Assolutismi semplicistici e iperboli come se piovesse: sembrano i pensierini di un ragazzino delle medie. Complimenti.

Salva81
Inviato: 30/4/2013 17:02  Aggiornato: 30/4/2013 17:02
Mi sento vacillare
Iscritto: 7/9/2011
Da: Torino
Inviati: 344
 Re: La follia in un nanosecondo
Citazione:

Assolutismi semplicistici e iperboli come se piovesse: sembrano i pensierini di un ragazzino delle medie. Complimenti.


Che commento inutile.
Il concetto è chiaro ed è espresso in modo semplice per essere compreso meglio.

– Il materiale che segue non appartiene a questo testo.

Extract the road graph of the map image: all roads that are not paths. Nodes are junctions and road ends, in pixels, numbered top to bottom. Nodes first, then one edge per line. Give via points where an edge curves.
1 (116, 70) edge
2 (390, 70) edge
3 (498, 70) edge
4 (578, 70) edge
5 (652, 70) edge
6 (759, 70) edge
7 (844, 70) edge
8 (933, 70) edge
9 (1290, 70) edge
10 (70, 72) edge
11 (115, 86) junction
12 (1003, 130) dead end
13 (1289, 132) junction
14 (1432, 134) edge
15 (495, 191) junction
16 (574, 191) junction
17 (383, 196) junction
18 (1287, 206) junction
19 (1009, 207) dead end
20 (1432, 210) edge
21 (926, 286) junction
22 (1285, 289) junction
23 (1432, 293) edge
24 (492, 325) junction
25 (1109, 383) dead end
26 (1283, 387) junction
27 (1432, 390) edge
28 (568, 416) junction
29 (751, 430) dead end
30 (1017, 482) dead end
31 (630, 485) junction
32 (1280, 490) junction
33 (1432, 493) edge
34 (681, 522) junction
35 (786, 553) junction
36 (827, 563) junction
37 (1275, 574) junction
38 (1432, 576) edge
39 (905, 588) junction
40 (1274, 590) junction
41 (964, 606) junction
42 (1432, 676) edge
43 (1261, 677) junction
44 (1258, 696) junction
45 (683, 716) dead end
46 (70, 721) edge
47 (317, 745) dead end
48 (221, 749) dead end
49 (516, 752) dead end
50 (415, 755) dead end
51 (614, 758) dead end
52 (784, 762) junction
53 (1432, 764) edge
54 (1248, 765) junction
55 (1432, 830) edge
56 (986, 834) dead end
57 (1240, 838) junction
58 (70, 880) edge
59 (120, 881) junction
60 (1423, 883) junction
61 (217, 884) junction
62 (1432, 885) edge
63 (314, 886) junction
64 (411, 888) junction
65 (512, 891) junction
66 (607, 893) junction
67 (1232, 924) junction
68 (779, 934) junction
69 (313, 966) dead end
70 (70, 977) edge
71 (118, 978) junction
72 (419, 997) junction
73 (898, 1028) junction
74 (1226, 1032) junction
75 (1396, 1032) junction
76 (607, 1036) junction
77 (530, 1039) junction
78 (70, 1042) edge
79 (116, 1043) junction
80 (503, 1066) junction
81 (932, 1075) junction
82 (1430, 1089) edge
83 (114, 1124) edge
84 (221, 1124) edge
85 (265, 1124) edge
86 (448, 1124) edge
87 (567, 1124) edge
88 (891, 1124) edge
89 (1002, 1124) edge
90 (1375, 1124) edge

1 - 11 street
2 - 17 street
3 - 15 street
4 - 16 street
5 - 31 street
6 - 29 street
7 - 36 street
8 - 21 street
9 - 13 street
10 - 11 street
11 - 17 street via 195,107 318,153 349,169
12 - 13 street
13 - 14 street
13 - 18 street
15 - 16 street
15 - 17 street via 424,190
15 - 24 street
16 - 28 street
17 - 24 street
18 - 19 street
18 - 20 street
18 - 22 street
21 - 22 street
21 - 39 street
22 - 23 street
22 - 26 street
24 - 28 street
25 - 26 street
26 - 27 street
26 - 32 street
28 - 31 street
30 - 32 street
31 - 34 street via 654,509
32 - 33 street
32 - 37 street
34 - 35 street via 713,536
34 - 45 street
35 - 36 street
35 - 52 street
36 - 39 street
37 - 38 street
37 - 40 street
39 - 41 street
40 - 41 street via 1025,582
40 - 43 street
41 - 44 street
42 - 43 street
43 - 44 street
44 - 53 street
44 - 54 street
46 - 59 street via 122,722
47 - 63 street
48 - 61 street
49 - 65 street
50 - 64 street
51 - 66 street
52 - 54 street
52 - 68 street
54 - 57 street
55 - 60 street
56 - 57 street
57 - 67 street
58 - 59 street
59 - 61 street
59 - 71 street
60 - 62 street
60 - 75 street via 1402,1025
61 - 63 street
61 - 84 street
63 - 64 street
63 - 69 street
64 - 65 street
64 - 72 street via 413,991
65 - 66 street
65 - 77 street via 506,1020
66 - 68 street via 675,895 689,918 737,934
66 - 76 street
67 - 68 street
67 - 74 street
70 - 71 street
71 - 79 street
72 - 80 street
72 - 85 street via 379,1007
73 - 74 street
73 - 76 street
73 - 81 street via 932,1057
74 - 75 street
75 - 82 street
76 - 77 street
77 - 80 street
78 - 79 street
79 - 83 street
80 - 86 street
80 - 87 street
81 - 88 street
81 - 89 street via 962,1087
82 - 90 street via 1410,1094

Si sarebbe potuto dire che il trading algoritmico, è un sistema diffuso e strutturato nei flussi comunicativi di compravendita di titoli di borsa, basato su cluster di mainframe interconnessi tra di loro con linee dedicate ad alta velocità e che le elevate prestazioni computazionali del sistema ha nel tempo sostituito il trader umano, incapace di elaborare a parità di tempo gli stessi modelli di calcolo sia in termini di quantità che di complessità.

Il concetto è quello, l'immediatezza nella comprensione meno.
Il tuo commento tendenzioso al contrario è evidentissimo. Complimenti a te.